На самом деле Эрнест Скорсби был страшно недоволен.

Он уже потратил на реконструкцию имения Вайндхемов сумму, вдвое большую обещанной, а конца и края работам не предвиделось. Счета росли как снежный ком, а мать и сын Вайндхемы продолжали строить все новые планы переделок и, с нетерпением ожидая очередной подписи Скорсби под очередным чеком, заказывали новую обстановку во все комнаты.

«Мы с Джонатаном в последнее время ведем очень активную жизнь в обществе, встречаемся с массой друзей в Лондоне».

И снова ложь: Джонатан не питал ни малейшего интереса к друзьям Катрионы, за удивительным исключением — Виктории. К ней он проявлял повышенное внимание. Виктория Рейвн, так в конечном итоге и не закончившая свой Оксфорд, теперь была зарубежной корреспонденткой, аккредитованной крупной лондонской газетой.

— Ты только посмотри, — закричал однажды утром за завтраком Джонатан. — Твоя подруга везде успевает! Боже мой, она действительно попала в самый эпицентр снайперской перестрелки! И ей посчастливилось выбраться оттуда невредимой!

После сделанного открытия Джонатан не пропускал ни одной статьи Виктории: вырезал их и бережно хранил, потрясенный фактом, что он знаком с человеком, ведущим такую опасную и чарующую своей остротой жизнь.

Но подвиги Виктории оставались единственной точкой соприкосновения интересов Катрионы и Джонатана. Когда они выбирались в Лондон — в театр или на приемы, — Джонатан исчезал на часы, не говоря Катрионе, где проводит время. А позже он стал ездить в Лондон и без жены.

Собственно говоря, Джонатан жил жизнью, полностью обособленной от Катрионы. В комнате у него был отдельный телефон, по которому Джонатан частенько говорил с кем-то далеко за полночь.

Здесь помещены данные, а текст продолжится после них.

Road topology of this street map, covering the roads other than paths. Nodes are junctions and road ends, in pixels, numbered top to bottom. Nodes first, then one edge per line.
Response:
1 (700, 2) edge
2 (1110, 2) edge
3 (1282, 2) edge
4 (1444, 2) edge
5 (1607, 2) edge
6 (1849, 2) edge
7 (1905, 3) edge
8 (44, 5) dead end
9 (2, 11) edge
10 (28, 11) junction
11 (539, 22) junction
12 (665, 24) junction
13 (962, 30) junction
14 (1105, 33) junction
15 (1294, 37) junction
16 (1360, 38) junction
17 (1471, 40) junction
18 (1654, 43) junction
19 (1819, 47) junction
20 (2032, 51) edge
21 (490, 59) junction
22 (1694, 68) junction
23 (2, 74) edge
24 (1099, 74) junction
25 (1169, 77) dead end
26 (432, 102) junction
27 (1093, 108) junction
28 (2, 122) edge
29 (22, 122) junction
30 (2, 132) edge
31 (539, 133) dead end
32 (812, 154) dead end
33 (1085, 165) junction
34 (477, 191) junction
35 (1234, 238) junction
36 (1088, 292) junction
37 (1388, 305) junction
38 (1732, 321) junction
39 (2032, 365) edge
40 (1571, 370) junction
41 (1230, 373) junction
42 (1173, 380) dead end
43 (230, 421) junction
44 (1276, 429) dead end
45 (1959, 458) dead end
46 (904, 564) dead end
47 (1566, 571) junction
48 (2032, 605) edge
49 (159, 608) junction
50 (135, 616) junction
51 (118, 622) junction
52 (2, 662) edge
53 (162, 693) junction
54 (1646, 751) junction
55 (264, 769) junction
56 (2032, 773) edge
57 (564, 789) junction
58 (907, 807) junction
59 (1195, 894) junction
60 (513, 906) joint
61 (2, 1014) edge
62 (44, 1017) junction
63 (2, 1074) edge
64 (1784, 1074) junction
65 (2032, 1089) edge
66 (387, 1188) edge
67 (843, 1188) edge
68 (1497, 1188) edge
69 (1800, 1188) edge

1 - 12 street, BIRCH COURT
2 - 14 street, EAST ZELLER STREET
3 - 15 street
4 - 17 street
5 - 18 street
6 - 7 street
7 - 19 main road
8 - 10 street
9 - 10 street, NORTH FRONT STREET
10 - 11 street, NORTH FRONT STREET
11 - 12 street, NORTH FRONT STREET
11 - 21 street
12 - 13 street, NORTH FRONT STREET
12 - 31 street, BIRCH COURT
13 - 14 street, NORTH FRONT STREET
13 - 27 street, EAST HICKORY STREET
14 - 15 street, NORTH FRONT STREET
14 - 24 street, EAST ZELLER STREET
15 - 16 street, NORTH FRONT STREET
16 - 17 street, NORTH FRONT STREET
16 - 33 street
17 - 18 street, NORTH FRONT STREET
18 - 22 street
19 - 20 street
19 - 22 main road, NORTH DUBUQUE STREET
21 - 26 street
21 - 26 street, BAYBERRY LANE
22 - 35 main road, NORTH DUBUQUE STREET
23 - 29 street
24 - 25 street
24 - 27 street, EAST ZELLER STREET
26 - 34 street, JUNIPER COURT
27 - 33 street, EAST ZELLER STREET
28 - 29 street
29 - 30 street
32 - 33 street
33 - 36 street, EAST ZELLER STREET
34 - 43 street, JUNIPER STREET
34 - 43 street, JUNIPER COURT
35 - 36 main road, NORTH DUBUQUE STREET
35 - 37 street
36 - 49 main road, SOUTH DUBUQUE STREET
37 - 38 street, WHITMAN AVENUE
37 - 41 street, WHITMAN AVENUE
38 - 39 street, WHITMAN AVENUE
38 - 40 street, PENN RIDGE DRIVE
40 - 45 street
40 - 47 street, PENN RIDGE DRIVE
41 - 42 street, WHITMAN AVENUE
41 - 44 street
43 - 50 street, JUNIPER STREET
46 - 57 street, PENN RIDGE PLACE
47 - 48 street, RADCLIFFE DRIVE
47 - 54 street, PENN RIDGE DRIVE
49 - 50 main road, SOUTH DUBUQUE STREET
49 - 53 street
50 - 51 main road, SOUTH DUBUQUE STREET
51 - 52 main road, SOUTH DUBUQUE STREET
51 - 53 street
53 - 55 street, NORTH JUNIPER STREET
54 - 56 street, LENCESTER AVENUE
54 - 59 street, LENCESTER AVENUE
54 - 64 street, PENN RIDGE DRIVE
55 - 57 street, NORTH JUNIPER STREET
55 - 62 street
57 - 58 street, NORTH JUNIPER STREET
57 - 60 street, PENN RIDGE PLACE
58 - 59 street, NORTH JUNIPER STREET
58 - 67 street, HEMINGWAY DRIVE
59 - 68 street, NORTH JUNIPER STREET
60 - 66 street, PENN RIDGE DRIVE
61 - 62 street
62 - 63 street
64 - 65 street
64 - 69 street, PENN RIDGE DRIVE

А по утрам Джонатан с нетерпением ожидал появления красного почтового фургона и коршуном бросался на прибывшую корреспонденцию, Временами сразу же засовывая конверт в карман, чтобы прочесть письмо позже, без свидетелей.

«До чего же прекрасно жить с человеком, которого ты любишь и который любит тебя…»

Катриона отложила в сторону ручку и вздохнула.

Сердце ее более не претендовало на абсолютное счастье.

Катриона грустно смотрела вслед ярко-красному «астон мартину» Джонатана. У мужа появилось совершенно мальчишеское пристрастие к быстроходным машинам, и Катриона подарила ему ко дню рождения спортивный автомобиль последней модели. Теперь Джонатан то и дело мотался на нем в Лондон. Без Катрионы.

Дождавшись, когда приземистая маленькая красная машина с ревом исчезла за дальним поворотом шоссе, Катриона вернулась в дом и постаралась пройти мимо комнаты свекрови незамеченной.

«Ненавижу ее! — зло подумала Катриона. — Она рада тому, что Джонатан меня не любит. Она не хочет, чтобы я жила здесь. Ей нужны только мой деньги — Она не позволит Джонатану любить меня».